*** Data to use

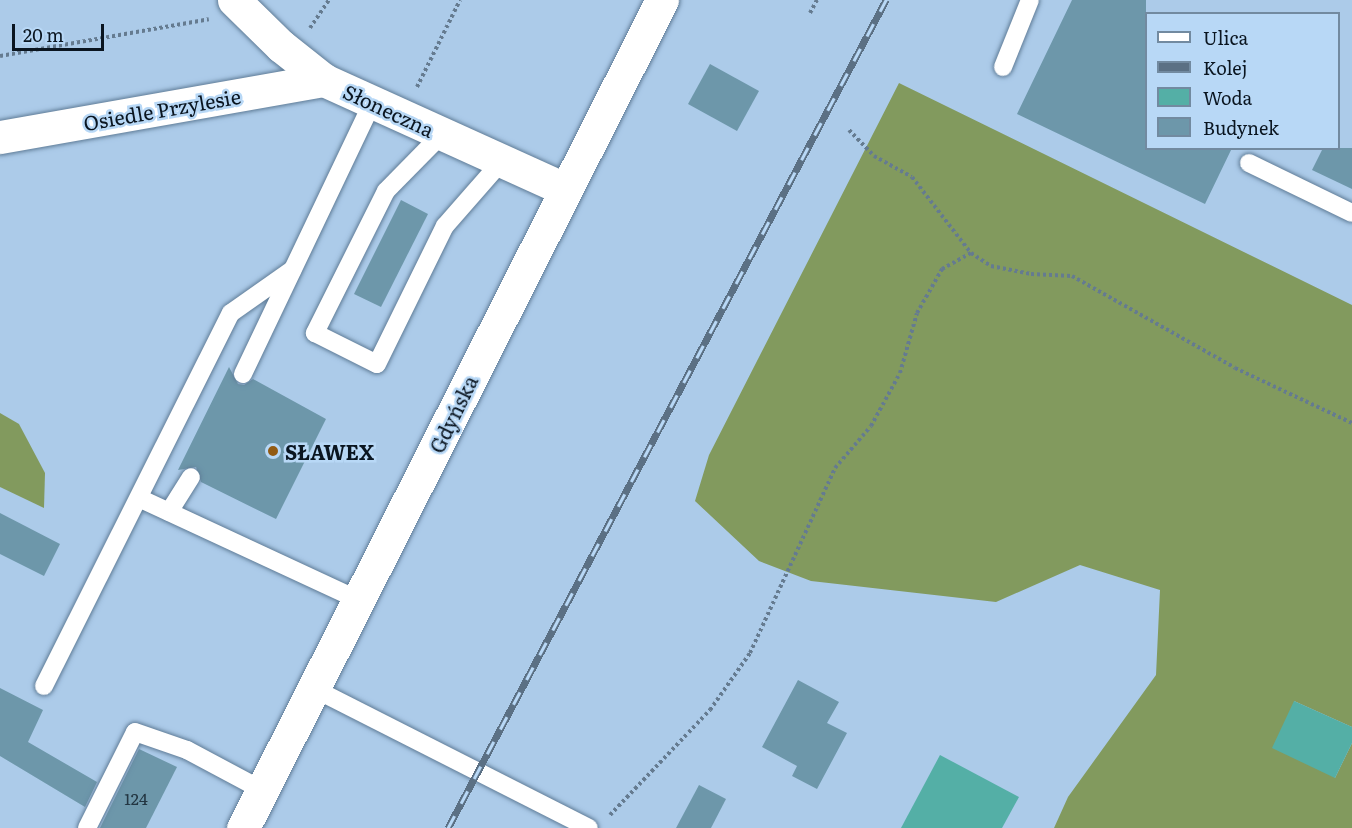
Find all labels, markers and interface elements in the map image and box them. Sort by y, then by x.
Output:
scale bar [15,12,106,50]
legend [1145,12,1340,150]
text: 20 m [23,21,64,48]
text: Ulica [1203,24,1248,51]
text: Kolej [1203,54,1247,81]
street label: Słoneczna [340,79,438,141]
street label: Osiedle Przylesie [82,83,242,135]
text: Woda [1203,84,1252,111]
text: Budynek [1203,114,1279,141]
street label: Gdyńska [424,371,482,457]
place label: SŁAWEX [285,439,374,463]
marker: SŁAWEX [266,444,280,458]
house number: 124 [124,788,148,808]

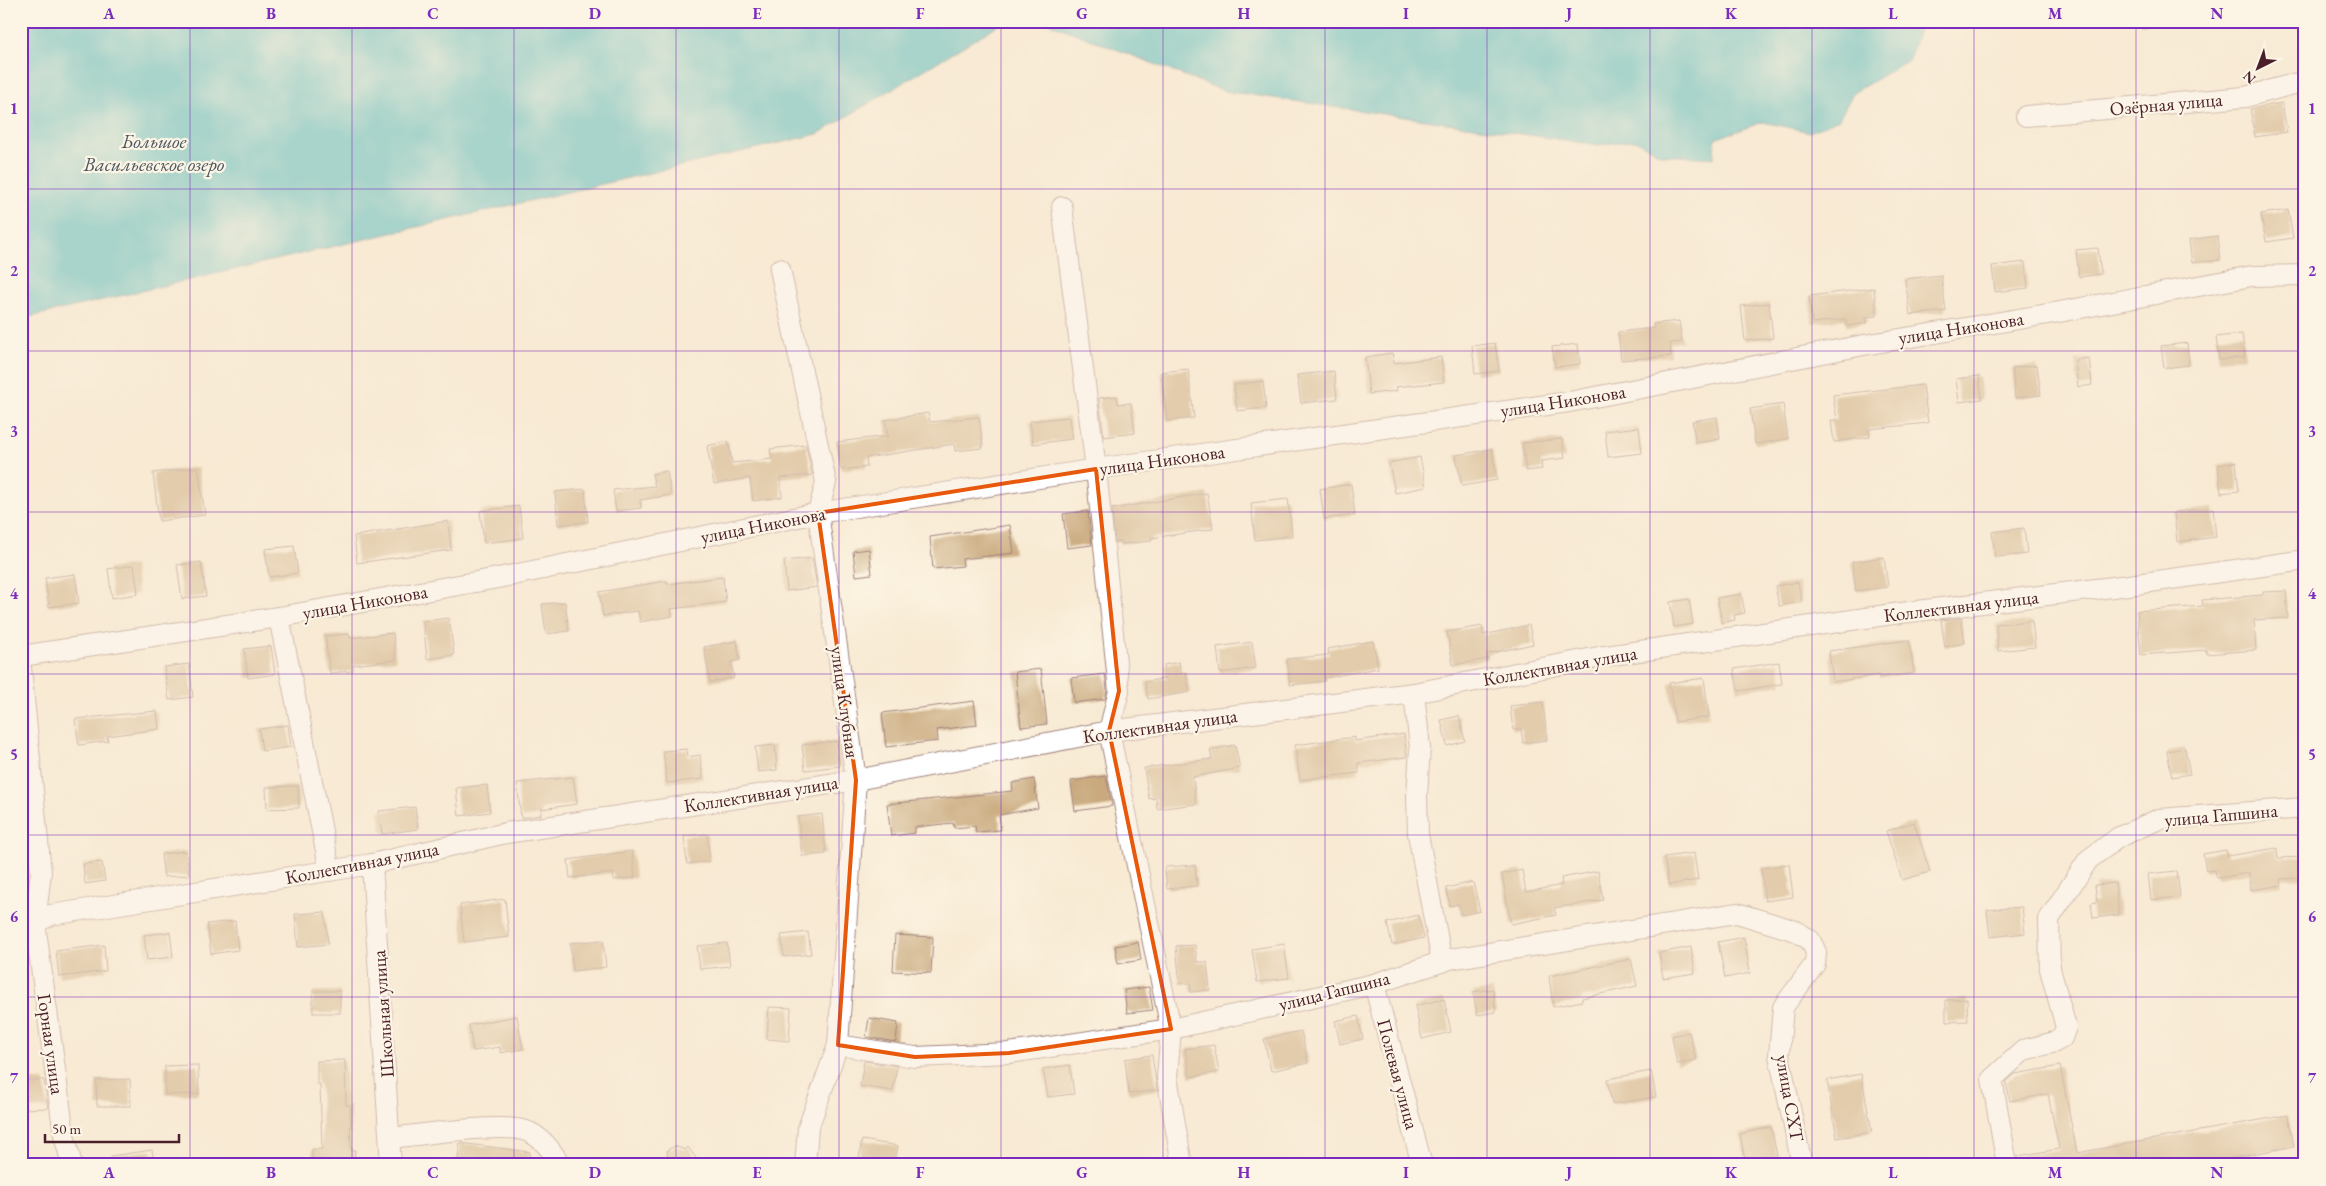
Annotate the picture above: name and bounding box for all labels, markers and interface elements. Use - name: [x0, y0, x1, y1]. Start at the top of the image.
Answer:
- text: A: [102, 3, 115, 24]
- text: B: [266, 3, 276, 24]
- text: C: [427, 3, 439, 24]
- text: D: [589, 3, 601, 24]
- text: E: [752, 3, 762, 24]
- text: F: [916, 3, 925, 24]
- text: G: [1076, 3, 1088, 24]
- text: H: [1238, 3, 1251, 24]
- text: I: [1403, 3, 1409, 24]
- text: J: [1564, 3, 1572, 24]
- text: K: [1725, 3, 1738, 24]
- text: L: [1888, 3, 1898, 24]
- text: M: [2048, 3, 2063, 24]
- text: N: [2211, 3, 2224, 24]
- north arrow: [2234, 42, 2284, 92]
- text: N: [2239, 67, 2260, 88]
- street label: Озёрная улица: [2109, 87, 2224, 121]
- text: 1: [10, 98, 18, 119]
- text: 1: [2308, 98, 2316, 119]
- water label: Большое Васильевское озеро: [83, 128, 225, 177]
- text: 2: [10, 260, 19, 281]
- text: 2: [2308, 260, 2317, 281]
- street label: улица Никонова: [1897, 306, 2026, 350]
- street label: улица Никонова: [1499, 379, 1628, 423]
- text: 3: [10, 421, 18, 442]
- text: 3: [2308, 421, 2316, 442]
- street label: улица Никонова: [1098, 439, 1227, 481]
- street label: улица Никонова: [698, 501, 828, 549]
- street label: улица Никонова: [300, 579, 430, 625]
- text: 4: [10, 583, 19, 604]
- text: 4: [2308, 583, 2317, 604]
- street label: Коллективная улица: [1882, 584, 2040, 628]
- street label: Коллективная улица: [1481, 640, 1639, 692]
- street label: улица Клубная: [825, 644, 865, 760]
- street label: Коллективная улица: [1081, 703, 1239, 749]
- text: 5: [10, 744, 18, 765]
- text: 5: [2308, 744, 2316, 765]
- street label: Коллективная улица: [682, 769, 840, 819]
- street label: улица Гапшина: [2163, 798, 2279, 832]
- street label: Коллективная улица: [283, 836, 441, 890]
- text: 6: [10, 906, 19, 927]
- text: 6: [2308, 906, 2317, 927]
- street label: Школьная улица: [366, 949, 400, 1079]
- street label: улица Гапшина: [1276, 965, 1393, 1017]
- street label: Горная улица: [32, 992, 70, 1096]
- street label: Полевая улица: [1371, 1016, 1425, 1132]
- street label: улица СХТ: [1770, 1053, 1810, 1144]
- text: 7: [10, 1067, 19, 1088]
- text: 7: [2308, 1067, 2317, 1088]
- scale bar: [45, 1111, 179, 1143]
- text: 50 m: [52, 1119, 81, 1138]
- text: A: [102, 1162, 115, 1183]
- text: B: [266, 1162, 276, 1183]
- text: C: [427, 1162, 439, 1183]
- text: D: [589, 1162, 601, 1183]
- text: E: [752, 1162, 762, 1183]
- text: F: [916, 1162, 925, 1183]
- text: G: [1076, 1162, 1088, 1183]
- text: H: [1238, 1162, 1251, 1183]
- text: I: [1403, 1162, 1409, 1183]
- text: J: [1564, 1162, 1572, 1183]
- text: K: [1725, 1162, 1738, 1183]
- text: L: [1888, 1162, 1898, 1183]
- text: M: [2048, 1162, 2063, 1183]
- text: N: [2211, 1162, 2224, 1183]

******

Exercise instructions – Everything in the material except the pictures should be restated word for word.

Response to this exercise –
Find all labels, markers and interface elements in the map image and box them. Sort by y, then by x.
Output:
scale bar [15,12,106,50]
legend [1145,12,1340,150]
text: 20 m [23,21,64,48]
text: Ulica [1203,24,1248,51]
text: Kolej [1203,54,1247,81]
street label: Słoneczna [340,79,438,141]
street label: Osiedle Przylesie [82,83,242,135]
text: Woda [1203,84,1252,111]
text: Budynek [1203,114,1279,141]
street label: Gdyńska [424,371,482,457]
place label: SŁAWEX [285,439,374,463]
marker: SŁAWEX [266,444,280,458]
house number: 124 [124,788,148,808]

Annotate the picture above: name and bounding box for all labels, markers and interface elements. Use - name: [x0, y0, x1, y1]. Start at the top of the image.
Answer:
- text: A: [102, 3, 115, 24]
- text: B: [266, 3, 276, 24]
- text: C: [427, 3, 439, 24]
- text: D: [589, 3, 601, 24]
- text: E: [752, 3, 762, 24]
- text: F: [916, 3, 925, 24]
- text: G: [1076, 3, 1088, 24]
- text: H: [1238, 3, 1251, 24]
- text: I: [1403, 3, 1409, 24]
- text: J: [1564, 3, 1572, 24]
- text: K: [1725, 3, 1738, 24]
- text: L: [1888, 3, 1898, 24]
- text: M: [2048, 3, 2063, 24]
- text: N: [2211, 3, 2224, 24]
- north arrow: [2234, 42, 2284, 92]
- text: N: [2239, 67, 2260, 88]
- street label: Озёрная улица: [2109, 87, 2224, 121]
- text: 1: [10, 98, 18, 119]
- text: 1: [2308, 98, 2316, 119]
- water label: Большое Васильевское озеро: [83, 128, 225, 177]
- text: 2: [10, 260, 19, 281]
- text: 2: [2308, 260, 2317, 281]
- street label: улица Никонова: [1897, 306, 2026, 350]
- street label: улица Никонова: [1499, 379, 1628, 423]
- text: 3: [10, 421, 18, 442]
- text: 3: [2308, 421, 2316, 442]
- street label: улица Никонова: [1098, 439, 1227, 481]
- street label: улица Никонова: [698, 501, 828, 549]
- street label: улица Никонова: [300, 579, 430, 625]
- text: 4: [10, 583, 19, 604]
- text: 4: [2308, 583, 2317, 604]
- street label: Коллективная улица: [1882, 584, 2040, 628]
- street label: Коллективная улица: [1481, 640, 1639, 692]
- street label: улица Клубная: [825, 644, 865, 760]
- street label: Коллективная улица: [1081, 703, 1239, 749]
- text: 5: [10, 744, 18, 765]
- text: 5: [2308, 744, 2316, 765]
- street label: Коллективная улица: [682, 769, 840, 819]
- street label: улица Гапшина: [2163, 798, 2279, 832]
- street label: Коллективная улица: [283, 836, 441, 890]
- text: 6: [10, 906, 19, 927]
- text: 6: [2308, 906, 2317, 927]
- street label: Школьная улица: [366, 949, 400, 1079]
- street label: улица Гапшина: [1276, 965, 1393, 1017]
- street label: Горная улица: [32, 992, 70, 1096]
- street label: Полевая улица: [1371, 1016, 1425, 1132]
- street label: улица СХТ: [1770, 1053, 1810, 1144]
- text: 7: [10, 1067, 19, 1088]
- text: 7: [2308, 1067, 2317, 1088]
- scale bar: [45, 1111, 179, 1143]
- text: 50 m: [52, 1119, 81, 1138]
- text: A: [102, 1162, 115, 1183]
- text: B: [266, 1162, 276, 1183]
- text: C: [427, 1162, 439, 1183]
- text: D: [589, 1162, 601, 1183]
- text: E: [752, 1162, 762, 1183]
- text: F: [916, 1162, 925, 1183]
- text: G: [1076, 1162, 1088, 1183]
- text: H: [1238, 1162, 1251, 1183]
- text: I: [1403, 1162, 1409, 1183]
- text: J: [1564, 1162, 1572, 1183]
- text: K: [1725, 1162, 1738, 1183]
- text: L: [1888, 1162, 1898, 1183]
- text: M: [2048, 1162, 2063, 1183]
- text: N: [2211, 1162, 2224, 1183]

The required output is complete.